Furthermore, presence of at least one GP per centre was obligatory for participation in this study. It was not possible to check whether the lessons learned during the training sessions were actually shared with fellow GPs. However, an e-learning recording of the training sessions was available and 80% of all 158 GPs from the participating centres was reached via either the training session (32%) or e-learning (48%). Besides, participating GPs could have been influenced by other training programmes on the same topic during the intervention period, although no notifications of such programmes were received.

Selection bias may have occurred, because the GPs joining this study may have been more motivated compared with non-participating GPs. Also, regional differences were observed: Rotterdam region showed a much higher pre-intervention test rate and reduction in test ordering for vitamin B12. When interviewing participating GPs at the end of the intervention year, several Utrecht GPs mentioned that they experienced how the provided patient information raised awareness for vitamin testing, encouraging patients to ask for a vitamin B12 blood test. Reviewing the patient education material would therefore be required before further use.

Finally, reasons for testing were not studied during this project. It would have been interesting to know whether the GP training sessions helped to improve evidence-based testing behaviour. Presuming that the average test result is an adequate proxy for the quality of the indication of a performed test, the number of tests indicating a vitamin deficiency was determined, which did not differ during the intervention period.

Comparison with existing literature

Several medical specialty societies have identified unnecessary laboratory testing as a target for overuse reduction in campaigns aimed at avoiding low-value care. Several studies focusing on vitamin D request reduction have been performed. Harnessing technology, such as redesigning electronic request forms, decision support tools, and obligatory addition of test indication on request forms showed reductions in vitamin D test requests of 36%, 67%, and 92%, respectively. Systematic reviews have also showed how performance feedback and clinician education, as well as patient education, are useful strategies with a solid evidence base for reducing use of low-value health services.

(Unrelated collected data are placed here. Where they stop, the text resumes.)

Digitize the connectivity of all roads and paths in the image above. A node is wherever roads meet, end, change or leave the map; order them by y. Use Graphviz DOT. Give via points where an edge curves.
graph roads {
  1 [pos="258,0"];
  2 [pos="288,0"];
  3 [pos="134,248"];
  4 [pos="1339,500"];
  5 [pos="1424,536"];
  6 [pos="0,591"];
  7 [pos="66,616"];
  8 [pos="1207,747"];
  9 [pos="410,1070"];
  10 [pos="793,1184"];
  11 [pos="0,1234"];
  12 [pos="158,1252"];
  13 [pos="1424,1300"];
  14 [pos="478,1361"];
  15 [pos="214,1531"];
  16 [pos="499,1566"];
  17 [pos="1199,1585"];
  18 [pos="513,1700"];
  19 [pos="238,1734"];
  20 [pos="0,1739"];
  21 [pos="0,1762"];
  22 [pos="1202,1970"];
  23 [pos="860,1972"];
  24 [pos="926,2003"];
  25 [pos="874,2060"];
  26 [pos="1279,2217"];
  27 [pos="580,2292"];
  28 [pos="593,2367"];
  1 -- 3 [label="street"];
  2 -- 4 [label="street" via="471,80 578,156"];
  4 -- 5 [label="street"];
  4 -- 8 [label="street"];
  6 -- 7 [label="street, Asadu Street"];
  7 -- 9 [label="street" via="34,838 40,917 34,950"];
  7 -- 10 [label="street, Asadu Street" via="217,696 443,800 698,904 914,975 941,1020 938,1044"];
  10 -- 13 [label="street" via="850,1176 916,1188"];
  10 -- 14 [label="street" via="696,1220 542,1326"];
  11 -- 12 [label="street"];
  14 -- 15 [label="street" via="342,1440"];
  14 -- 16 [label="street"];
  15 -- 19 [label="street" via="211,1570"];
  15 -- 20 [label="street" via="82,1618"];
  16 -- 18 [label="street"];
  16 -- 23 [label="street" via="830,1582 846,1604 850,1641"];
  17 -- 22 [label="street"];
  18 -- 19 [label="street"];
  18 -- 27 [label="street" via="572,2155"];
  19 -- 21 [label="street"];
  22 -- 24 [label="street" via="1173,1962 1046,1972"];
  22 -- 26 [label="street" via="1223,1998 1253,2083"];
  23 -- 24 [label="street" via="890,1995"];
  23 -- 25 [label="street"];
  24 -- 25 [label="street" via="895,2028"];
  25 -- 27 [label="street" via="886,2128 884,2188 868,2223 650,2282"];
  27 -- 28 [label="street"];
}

In the present study, the proportion of tests with a result below the reference values remained stable, suggesting that even in the intervention period many vitamin tests were still done without a valid indication. Several recent studies confirmed that a large proportion of vitamin D tests in primary care lack a valid clinical indication.

Implications for research and practice

In order to gain understanding of the sustainability of the present intervention, the authors looked at the number of vitamin D tests ordered in the 2 years following the pilot ‘practice improvement project’ performed in 11 primary care health centres (patient population 120 000) in Rotterdam. One year after the intervention the numbers remained stable; in the second year the number of vitamin D tests was only slightly higher (+0.3%, unpublished data). Because these results are based on a small project, further studies with a longer follow-up are necessary.

This study demonstrated that an intervention requiring limited time, consisting of training of GPs and benchmarking their diagnostic test ordering, can achieve a significant reduction in ordered laboratory vitamin tests. This strategy is most successful among GPs who frequently order vitamin tests and who are willing to improve their testing behaviour.

The low number of abnormal test results illustrates the need for training on evidence-based indications for vitamin test ordering. Training programmes and individual monitoring and feedback should be implemented on a national level to achieve a further reduction of the number of vitamin tests in primary care with substantial cost savings.